BRIDGEWATER, N.S. — Six male high school students in southwestern Nova Scotia are facing charges following an investigation into complaints that intimate images of at least 20 young female students were shared online without their consent.
Bridgewater Police chief John Collyer said Friday the case marks one of the first in Canada that involves federal anti-cyberbullying legislation introduced in late 2013 after the high-profile death of Nova Scotia teen Rehtaeh Parsons. The bill became law in March 2015.
The 17-year-old attempted suicide and was taken off life support after a digital photo of what her family says was a sexual assault was circulated among students at her school in Cole Harbour, N.S.
"We've been trying to get the word out, but youth live in the moment and they sometimes forget that once (an image) is out there, electronically, it's out there forever,'' the police chief said.
All underage at time of alleged offences
"It's a tough discussion, but it's one that needs to be held.''
Collyer said the six accused — all students at Bridgewater High School — were charged with distributing intimate images without consent and possession and distribution of child pornography following a year-long investigation.
"This activity was not necessarily taking place at the school,'' he said. "This was happening outside school hours.''
Four of the accused are 15 years old, and the other two are now 18. All were under 18 at the time of the alleged offences, which means their identities are protected from publication.
"I'd like to say I'm shocked, but I'm not.'' —Kari Countway, N.S. resident
The majority of the potential victims are also students at the school, Collyer said.
Some residents and visitors of the town on Friday said they were shocked by the news, while others said it's a sign of the times.
"I'd like to say I'm shocked, but I'm not,'' said Kari Countway of Chester Basin, N.S. "Kids are all about their technology — their iPads and iPhones. But they're not fully aware of what they are doing.
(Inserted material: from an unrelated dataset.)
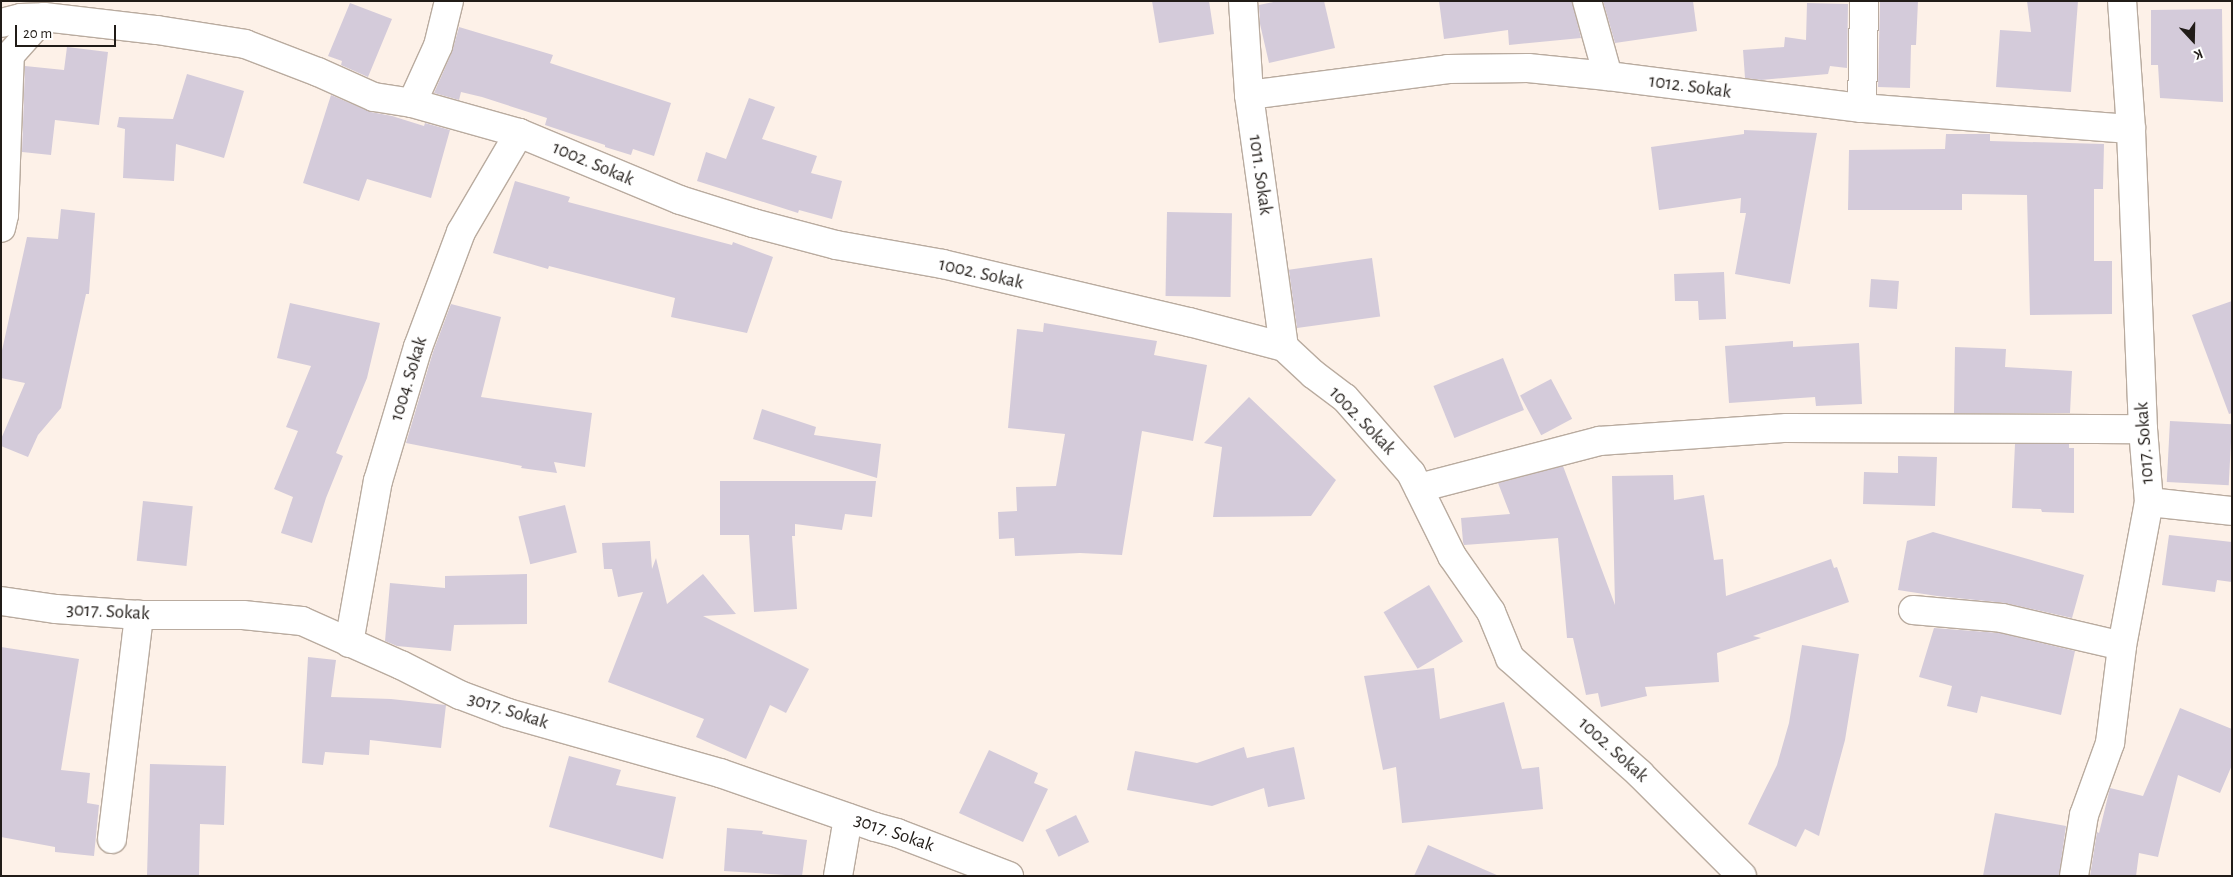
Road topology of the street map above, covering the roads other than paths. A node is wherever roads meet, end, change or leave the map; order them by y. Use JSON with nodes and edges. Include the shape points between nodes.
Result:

"Because of their ages, they're not looking into the big picture. To them, all they did was share a picture. They're not thinking how that affects them down the road.''
"It's hard to believe that they are that stupid that they would do that ... It's a lack of thought, a lack of knowledge.'' —Joe Laird, N.S. resident
The mother of three said she's warned both daughters to be careful about allowing others to take their photos. Her 13-year-old son has an iPad for use at school, and she's talked to him about responsible use.
She said some of his friends have been in trouble for having inappropriate cellphone photos.
"Girls were taking pictures of themselves and sending to a boy, thinking it was cool,'' she said. "Not cool ... It was a problem. It's a little scary. They didn't think of the consequences.''
She said she told her son: "Just because you can take a picture, doesn't mean you should take a picture. And you definitely don't have the right to spread it around just because you did take the picture.''
Six teens were charged with distributing intimate images without consent and possession and distribution of child pornography. (Photo: Shutterstock)
Joe Laird of Crescent Beach, N.S., was discouraged by news of the charges and alleged circumstances.
"It's pretty hard to believe that anybody has such a nasty outlook. Their imagination is zero,'' he said. "What the heck do they think they're going to get from it? It's just the destruction of the images of these people."
"It's hard to believe that they are that stupid that they would do that ... It's a lack of thought, a lack of knowledge.''
With the case before the courts, the police chief said he couldn't speculate on what motivated the alleged sharing of the images, though he said police do not believe any money was involved.
'A lot more potential victims' than initially thought
"It's a fairly complex issue,'' he said. ``There's a lot of different things taking place here ... I think it's fair to say that in some cases pressure was brought to bear.''
After complaints came in from school officials, investigators seized a number of electronic devices — mainly cellphones — and handed them to the RCMP Technological Crime Unit for analysis.
"At that point, we thought we had a small number of potential victims,'' Collyer said.
However, the Mounties found more photos, and a search warrant was drafted to obtain information from Dropbox, a U.S.-based file-sharing service, he said.
Using an international treaty, Canadian officials obtained the files through the FBI, but that took a considerable amount of time, the chief said.
"It became apparent that there was a lot more potential victims than we knew about initially,'' he said, adding that some of the potential victims have yet to be identified.